Material provided:
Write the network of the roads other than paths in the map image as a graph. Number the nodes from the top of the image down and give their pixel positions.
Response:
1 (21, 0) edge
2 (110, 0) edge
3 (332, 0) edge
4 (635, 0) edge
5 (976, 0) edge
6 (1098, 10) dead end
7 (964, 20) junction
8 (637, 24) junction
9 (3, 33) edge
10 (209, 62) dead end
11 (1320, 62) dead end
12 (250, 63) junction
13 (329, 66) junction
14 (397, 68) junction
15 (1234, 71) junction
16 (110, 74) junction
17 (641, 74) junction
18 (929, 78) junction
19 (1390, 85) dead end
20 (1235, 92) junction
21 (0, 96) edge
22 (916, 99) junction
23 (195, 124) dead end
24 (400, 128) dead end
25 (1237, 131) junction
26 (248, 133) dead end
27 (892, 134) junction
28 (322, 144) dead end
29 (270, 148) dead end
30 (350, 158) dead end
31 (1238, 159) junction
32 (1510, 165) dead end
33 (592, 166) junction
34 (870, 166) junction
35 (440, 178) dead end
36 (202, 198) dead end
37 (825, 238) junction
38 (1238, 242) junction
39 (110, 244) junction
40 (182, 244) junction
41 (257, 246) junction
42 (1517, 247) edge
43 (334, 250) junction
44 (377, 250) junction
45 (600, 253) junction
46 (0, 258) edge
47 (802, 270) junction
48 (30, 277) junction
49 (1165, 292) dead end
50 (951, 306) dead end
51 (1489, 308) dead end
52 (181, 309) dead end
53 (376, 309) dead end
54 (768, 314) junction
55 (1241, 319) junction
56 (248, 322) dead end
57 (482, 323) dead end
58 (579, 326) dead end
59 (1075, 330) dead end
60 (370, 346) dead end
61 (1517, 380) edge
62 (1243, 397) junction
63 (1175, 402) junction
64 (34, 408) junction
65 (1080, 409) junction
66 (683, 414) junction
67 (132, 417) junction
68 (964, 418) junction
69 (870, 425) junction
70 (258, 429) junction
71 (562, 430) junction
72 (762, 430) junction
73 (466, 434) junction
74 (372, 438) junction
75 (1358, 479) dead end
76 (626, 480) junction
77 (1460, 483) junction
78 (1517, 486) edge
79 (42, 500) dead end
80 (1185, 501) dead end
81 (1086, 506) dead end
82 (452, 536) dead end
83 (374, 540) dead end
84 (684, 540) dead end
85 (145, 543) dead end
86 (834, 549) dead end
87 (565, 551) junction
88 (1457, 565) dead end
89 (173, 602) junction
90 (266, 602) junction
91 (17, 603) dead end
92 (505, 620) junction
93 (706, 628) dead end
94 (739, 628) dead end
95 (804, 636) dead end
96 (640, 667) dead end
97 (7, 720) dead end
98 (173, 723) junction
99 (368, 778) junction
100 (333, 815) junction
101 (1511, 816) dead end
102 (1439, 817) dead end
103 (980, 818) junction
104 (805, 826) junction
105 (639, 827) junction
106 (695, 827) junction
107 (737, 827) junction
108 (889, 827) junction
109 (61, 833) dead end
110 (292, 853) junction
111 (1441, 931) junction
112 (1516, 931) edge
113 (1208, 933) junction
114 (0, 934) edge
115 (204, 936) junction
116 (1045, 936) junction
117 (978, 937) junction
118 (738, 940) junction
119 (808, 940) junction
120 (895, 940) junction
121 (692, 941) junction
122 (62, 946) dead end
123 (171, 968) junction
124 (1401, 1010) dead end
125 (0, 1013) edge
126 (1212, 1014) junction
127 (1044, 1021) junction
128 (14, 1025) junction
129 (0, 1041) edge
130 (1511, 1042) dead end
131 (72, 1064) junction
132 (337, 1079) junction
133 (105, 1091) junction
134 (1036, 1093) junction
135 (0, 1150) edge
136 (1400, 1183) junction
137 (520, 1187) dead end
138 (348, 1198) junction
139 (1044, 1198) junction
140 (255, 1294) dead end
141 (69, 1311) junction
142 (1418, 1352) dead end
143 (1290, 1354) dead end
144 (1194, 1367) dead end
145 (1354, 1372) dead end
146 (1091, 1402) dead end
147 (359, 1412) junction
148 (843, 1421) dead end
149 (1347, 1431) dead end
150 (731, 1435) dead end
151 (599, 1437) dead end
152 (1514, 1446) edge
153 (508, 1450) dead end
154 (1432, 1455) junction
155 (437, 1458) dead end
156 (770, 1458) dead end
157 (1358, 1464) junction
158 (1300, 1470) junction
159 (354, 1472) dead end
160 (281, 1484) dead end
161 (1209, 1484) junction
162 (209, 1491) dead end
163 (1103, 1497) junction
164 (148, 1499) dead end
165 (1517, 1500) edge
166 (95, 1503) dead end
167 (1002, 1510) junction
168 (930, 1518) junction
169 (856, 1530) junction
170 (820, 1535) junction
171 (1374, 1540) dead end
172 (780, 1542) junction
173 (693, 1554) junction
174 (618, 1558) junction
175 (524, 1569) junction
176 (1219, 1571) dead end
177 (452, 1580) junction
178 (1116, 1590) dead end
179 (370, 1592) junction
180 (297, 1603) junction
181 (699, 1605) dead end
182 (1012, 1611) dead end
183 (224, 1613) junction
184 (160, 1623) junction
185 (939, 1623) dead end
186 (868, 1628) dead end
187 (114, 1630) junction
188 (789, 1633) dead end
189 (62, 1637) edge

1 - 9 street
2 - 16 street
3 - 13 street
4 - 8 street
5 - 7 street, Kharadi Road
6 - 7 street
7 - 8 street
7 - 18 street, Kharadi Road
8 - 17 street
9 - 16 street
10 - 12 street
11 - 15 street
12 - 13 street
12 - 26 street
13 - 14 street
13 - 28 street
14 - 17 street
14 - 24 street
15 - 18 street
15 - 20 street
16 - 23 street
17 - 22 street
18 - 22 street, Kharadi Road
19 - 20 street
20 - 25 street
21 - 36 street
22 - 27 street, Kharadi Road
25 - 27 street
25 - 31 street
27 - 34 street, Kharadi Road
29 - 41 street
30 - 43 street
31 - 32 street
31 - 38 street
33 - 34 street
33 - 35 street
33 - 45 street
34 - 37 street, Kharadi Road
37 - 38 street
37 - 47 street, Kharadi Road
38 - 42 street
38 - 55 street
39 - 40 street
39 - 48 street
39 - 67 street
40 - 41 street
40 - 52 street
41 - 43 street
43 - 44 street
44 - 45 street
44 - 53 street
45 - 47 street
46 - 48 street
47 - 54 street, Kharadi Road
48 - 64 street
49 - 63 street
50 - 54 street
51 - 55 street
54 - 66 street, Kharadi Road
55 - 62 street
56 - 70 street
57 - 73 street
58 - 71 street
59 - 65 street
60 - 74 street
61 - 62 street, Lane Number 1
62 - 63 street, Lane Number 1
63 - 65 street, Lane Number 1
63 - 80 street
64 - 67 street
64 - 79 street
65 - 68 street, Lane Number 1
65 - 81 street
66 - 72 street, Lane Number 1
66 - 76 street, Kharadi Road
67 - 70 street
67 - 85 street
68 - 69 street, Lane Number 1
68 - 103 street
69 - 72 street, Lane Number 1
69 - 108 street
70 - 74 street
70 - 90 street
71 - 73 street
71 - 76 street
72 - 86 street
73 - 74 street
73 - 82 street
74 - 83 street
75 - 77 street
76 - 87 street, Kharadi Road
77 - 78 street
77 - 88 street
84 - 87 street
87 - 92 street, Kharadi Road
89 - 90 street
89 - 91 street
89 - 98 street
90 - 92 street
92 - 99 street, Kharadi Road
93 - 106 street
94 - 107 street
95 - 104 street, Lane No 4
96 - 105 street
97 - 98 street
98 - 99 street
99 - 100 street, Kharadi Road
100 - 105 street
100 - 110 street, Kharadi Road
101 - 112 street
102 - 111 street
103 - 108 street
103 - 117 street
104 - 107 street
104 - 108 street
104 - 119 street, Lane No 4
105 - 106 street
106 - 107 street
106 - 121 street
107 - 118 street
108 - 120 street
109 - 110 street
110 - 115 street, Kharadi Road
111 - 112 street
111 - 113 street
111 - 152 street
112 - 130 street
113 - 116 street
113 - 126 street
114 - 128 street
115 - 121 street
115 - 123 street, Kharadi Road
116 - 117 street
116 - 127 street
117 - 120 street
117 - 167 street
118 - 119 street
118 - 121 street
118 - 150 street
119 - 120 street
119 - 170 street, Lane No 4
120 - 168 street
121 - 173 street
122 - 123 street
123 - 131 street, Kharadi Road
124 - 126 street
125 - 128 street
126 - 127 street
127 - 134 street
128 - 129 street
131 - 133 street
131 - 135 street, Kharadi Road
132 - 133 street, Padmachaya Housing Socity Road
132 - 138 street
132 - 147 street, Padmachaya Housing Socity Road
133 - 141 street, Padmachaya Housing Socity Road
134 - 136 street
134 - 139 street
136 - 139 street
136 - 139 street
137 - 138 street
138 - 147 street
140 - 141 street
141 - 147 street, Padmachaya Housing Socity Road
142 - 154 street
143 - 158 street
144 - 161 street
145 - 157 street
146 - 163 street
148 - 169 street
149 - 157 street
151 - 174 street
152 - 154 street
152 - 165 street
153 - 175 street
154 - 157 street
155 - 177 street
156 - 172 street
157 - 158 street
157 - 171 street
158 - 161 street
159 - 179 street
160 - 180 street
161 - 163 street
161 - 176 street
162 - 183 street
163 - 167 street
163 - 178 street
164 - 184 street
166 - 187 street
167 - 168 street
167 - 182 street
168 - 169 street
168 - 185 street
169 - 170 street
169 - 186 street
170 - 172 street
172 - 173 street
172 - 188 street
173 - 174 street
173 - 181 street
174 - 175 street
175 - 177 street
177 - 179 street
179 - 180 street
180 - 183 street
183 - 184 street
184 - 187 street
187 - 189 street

Exercise prompt: Look through the entries above; copy every line holding the string "Housing".

Written solution:
132 - 133 street, Padmachaya Housing Socity Road
132 - 147 street, Padmachaya Housing Socity Road
133 - 141 street, Padmachaya Housing Socity Road
141 - 147 street, Padmachaya Housing Socity Road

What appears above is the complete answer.